'Intra-operative probe design and image processing optimisation with deep learning for in-vivo and ex-vivo detection of cancerous tissue'

This project involves innovative methodologies, advanced physics modelling and deep-learned image and signal processing to advance the state-of-the-art in intra-operative probes for cancer surgery.

This research project will build both a theoretical and practical understanding of two key and complementary approaches: 1) in-vivo detection of cancer during laparoscopic surgery and 2) ex-vivo detection of cancerous margins on samples. This will likely involve Monte Carlo simulations of the radiation physics (e.g.
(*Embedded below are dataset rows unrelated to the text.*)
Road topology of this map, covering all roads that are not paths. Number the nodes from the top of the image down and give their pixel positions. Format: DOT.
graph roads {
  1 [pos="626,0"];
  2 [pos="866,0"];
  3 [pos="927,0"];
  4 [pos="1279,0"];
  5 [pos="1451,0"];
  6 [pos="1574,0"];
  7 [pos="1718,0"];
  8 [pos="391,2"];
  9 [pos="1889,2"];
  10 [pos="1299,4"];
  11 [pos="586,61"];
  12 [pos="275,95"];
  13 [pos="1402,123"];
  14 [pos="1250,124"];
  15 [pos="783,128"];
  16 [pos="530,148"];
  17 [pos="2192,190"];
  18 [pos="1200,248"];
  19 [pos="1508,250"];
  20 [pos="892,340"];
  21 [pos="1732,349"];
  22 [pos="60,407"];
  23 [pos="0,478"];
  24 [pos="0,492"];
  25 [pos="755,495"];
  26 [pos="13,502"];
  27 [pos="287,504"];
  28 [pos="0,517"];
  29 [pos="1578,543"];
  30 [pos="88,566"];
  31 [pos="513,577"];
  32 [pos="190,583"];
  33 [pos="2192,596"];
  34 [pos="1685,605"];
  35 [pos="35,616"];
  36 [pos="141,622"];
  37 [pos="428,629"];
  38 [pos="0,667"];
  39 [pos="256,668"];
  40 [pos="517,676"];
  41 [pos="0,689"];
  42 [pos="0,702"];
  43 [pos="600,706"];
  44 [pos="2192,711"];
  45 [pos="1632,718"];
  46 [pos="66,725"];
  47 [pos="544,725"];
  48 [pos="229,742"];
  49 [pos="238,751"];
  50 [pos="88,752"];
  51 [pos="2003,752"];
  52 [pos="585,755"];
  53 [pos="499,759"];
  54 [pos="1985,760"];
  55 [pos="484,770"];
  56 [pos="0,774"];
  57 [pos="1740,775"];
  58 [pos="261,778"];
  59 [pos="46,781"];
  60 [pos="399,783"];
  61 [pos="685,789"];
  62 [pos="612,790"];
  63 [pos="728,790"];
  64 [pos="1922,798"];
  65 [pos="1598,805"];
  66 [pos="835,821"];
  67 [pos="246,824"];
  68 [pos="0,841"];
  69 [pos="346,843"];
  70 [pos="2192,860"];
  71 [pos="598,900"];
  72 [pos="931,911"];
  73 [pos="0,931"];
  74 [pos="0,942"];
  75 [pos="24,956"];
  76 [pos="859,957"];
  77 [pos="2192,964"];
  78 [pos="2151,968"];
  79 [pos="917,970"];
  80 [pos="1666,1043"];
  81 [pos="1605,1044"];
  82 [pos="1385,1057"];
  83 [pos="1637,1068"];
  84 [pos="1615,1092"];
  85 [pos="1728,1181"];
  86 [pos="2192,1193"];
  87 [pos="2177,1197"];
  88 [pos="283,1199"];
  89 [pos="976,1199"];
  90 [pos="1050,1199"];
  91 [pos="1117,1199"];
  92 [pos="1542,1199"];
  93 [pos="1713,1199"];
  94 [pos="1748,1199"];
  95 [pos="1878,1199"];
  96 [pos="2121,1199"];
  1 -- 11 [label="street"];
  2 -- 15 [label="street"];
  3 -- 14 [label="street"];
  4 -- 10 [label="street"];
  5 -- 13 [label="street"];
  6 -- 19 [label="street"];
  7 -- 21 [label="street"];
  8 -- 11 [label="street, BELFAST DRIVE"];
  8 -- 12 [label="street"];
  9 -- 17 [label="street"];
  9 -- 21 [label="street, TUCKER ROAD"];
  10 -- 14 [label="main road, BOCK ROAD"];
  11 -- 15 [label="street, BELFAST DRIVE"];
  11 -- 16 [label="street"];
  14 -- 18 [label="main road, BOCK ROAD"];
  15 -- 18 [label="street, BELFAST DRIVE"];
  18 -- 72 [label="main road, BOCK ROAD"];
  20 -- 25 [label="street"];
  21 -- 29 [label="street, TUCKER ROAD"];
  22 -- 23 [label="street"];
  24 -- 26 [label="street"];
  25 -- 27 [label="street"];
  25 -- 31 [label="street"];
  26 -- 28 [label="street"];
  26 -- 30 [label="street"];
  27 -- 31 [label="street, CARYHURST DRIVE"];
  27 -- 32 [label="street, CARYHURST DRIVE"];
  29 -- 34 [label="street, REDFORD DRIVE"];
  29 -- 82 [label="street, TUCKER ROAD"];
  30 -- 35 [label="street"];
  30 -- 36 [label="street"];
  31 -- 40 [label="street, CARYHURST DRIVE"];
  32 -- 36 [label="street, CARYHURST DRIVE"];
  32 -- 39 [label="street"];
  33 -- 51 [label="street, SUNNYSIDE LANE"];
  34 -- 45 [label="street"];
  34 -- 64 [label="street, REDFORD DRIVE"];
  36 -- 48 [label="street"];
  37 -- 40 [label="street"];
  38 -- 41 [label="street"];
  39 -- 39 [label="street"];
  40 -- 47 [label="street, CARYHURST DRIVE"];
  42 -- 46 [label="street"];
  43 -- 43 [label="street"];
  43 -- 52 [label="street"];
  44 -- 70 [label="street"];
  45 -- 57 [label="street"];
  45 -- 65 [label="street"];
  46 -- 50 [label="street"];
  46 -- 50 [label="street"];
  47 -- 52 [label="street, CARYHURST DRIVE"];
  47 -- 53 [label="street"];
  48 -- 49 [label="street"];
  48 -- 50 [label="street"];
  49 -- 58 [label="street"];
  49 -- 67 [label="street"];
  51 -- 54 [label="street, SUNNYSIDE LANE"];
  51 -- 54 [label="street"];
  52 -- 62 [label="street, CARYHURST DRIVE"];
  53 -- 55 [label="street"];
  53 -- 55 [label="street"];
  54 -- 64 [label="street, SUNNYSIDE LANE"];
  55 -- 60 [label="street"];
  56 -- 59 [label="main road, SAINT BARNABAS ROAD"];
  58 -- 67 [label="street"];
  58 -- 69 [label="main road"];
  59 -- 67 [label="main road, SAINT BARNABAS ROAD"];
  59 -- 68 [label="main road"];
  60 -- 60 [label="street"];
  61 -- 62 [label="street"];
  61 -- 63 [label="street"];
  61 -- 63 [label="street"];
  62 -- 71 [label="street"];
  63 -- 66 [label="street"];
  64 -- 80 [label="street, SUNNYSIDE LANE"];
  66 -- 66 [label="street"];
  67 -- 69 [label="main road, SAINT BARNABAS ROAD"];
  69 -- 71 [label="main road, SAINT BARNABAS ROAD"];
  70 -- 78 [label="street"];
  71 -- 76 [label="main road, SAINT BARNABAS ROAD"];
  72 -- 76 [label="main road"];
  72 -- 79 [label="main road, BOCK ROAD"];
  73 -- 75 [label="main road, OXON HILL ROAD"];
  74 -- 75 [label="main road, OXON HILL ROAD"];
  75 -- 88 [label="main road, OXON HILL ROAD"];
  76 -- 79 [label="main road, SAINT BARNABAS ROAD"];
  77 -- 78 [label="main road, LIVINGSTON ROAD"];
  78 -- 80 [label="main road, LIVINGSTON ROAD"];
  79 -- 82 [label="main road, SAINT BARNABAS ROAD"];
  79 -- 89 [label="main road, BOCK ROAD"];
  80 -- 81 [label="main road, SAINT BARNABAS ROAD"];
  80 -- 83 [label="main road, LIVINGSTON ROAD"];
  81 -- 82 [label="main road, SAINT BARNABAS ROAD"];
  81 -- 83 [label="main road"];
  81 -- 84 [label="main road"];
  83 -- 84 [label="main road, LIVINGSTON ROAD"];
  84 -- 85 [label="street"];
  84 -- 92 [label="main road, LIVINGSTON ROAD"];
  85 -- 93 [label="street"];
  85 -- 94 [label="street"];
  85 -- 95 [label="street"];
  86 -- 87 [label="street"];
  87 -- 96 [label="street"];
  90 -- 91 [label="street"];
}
GEANT4) and the probe, investigating sources of interference, as well as developing deep-learning assisted image and signal processing techniques (e.g. in MATLAB/Python) in order to exploit all measured data to its fullest informative extent.

It is anticipated that deep learning will greatly assist in the signal and image processing, allowing enhanced discrimination between electrons and photons compared to analytic or hand-crafted / intuitive methods for signal discrimination.

If the project starts to consider imaging, then use of high quality training dataset pairs (low count and high count data) with deep learning will allow powerful noise reduction, and even the possibility of enhanced spatial resolution, through use of generative modelling.
The project has scope to extend all the way from probe configuration optimisation through to development of AI-assisted real-time surgical imaging capabilities.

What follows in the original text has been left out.